Requirement
Leave out the images and transcribe the entries below word for word.

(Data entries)

※

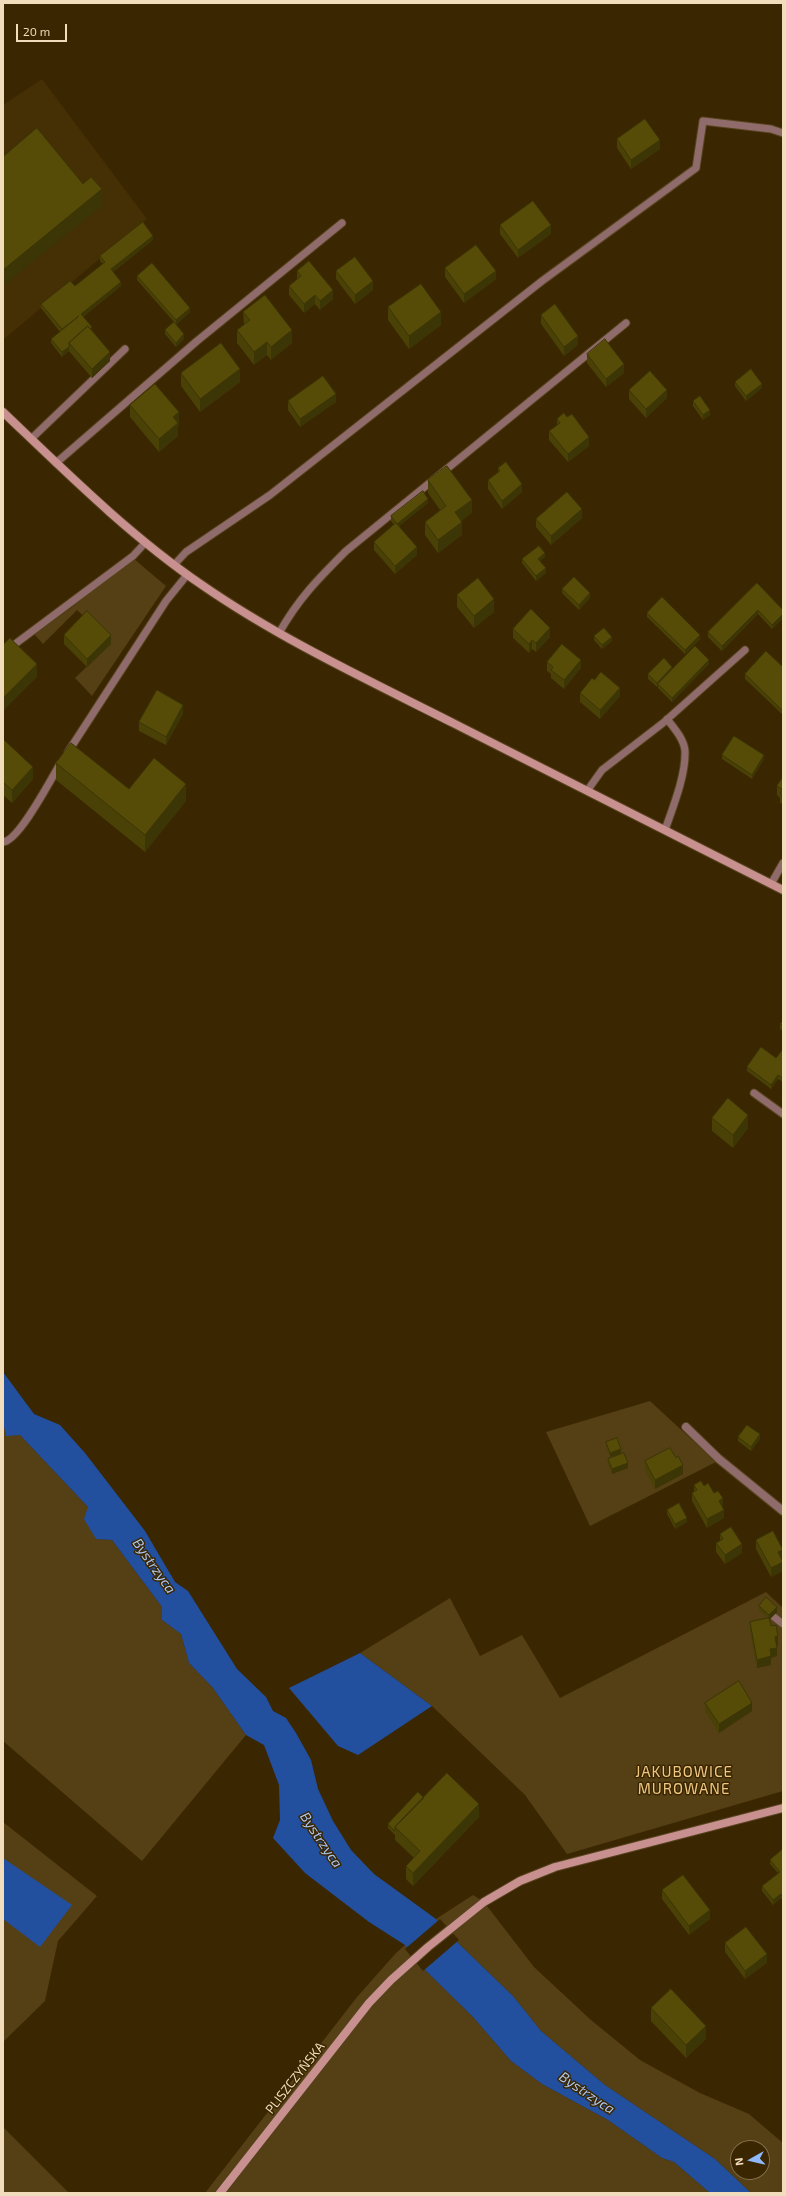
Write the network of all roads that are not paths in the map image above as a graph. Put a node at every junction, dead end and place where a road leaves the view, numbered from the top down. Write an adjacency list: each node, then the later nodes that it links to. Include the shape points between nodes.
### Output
1 (783, 133): 9 (lane, via 771,129 703,121 696,168 542,281 270,495 186,552)
2 (342, 223): 7 (lane, via 197,341)
3 (626, 323): 11 (lane, via 346,551 294,606)
4 (125, 349): 6 (lane)
5 (3, 412): 6 (main road)
6 (31, 439): 7 (main road)
7 (56, 462): 8 (main road, via 89,495)
8 (145, 543): 9 (main road); 13 (lane, via 133,556)
9 (174, 565): 10 (main road)
10 (187, 575): 11 (main road); 17 (lane, via 166,601 99,702 36,805 15,834 7,842)
11 (279, 633): 15 (main road)
12 (745, 650): 14 (lane)
13 (3, 653)
14 (668, 719): 15 (lane, via 602,770); 16 (lane, via 679,734 685,751 676,797)
15 (587, 791): 16 (main road)
16 (665, 830): 19 (main road)
17 (3, 842)
18 (783, 863): 19 (lane)
19 (771, 884): 20 (main road)
20 (783, 890)
21 (754, 1093): 22 (lane)
22 (783, 1114)
23 (686, 1427): 24 (street, via 719,1459)
24 (783, 1511)
25 (774, 1617): 26 (lane)
26 (783, 1624)
27 (783, 1808): 28 (main road, PLISZCZYŃSKA, via 573,1862 542,1872 498,1893 461,1920 390,1980 369,2003)
28 (220, 2193)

※

Solution to the problem
Write the network of all roads that are not paths in the map image above as a graph. Put a node at every junction, dead end and place where a road leaves the view, numbered from the top down. Write an adjacency list: each node, then the later nodes that it links to. Include the shape points between nodes.
### Output
1 (783, 133): 9 (lane, via 771,129 703,121 696,168 542,281 270,495 186,552)
2 (342, 223): 7 (lane, via 197,341)
3 (626, 323): 11 (lane, via 346,551 294,606)
4 (125, 349): 6 (lane)
5 (3, 412): 6 (main road)
6 (31, 439): 7 (main road)
7 (56, 462): 8 (main road, via 89,495)
8 (145, 543): 9 (main road); 13 (lane, via 133,556)
9 (174, 565): 10 (main road)
10 (187, 575): 11 (main road); 17 (lane, via 166,601 99,702 36,805 15,834 7,842)
11 (279, 633): 15 (main road)
12 (745, 650): 14 (lane)
13 (3, 653)
14 (668, 719): 15 (lane, via 602,770); 16 (lane, via 679,734 685,751 676,797)
15 (587, 791): 16 (main road)
16 (665, 830): 19 (main road)
17 (3, 842)
18 (783, 863): 19 (lane)
19 (771, 884): 20 (main road)
20 (783, 890)
21 (754, 1093): 22 (lane)
22 (783, 1114)
23 (686, 1427): 24 (street, via 719,1459)
24 (783, 1511)
25 (774, 1617): 26 (lane)
26 (783, 1624)
27 (783, 1808): 28 (main road, PLISZCZYŃSKA, via 573,1862 542,1872 498,1893 461,1920 390,1980 369,2003)
28 (220, 2193)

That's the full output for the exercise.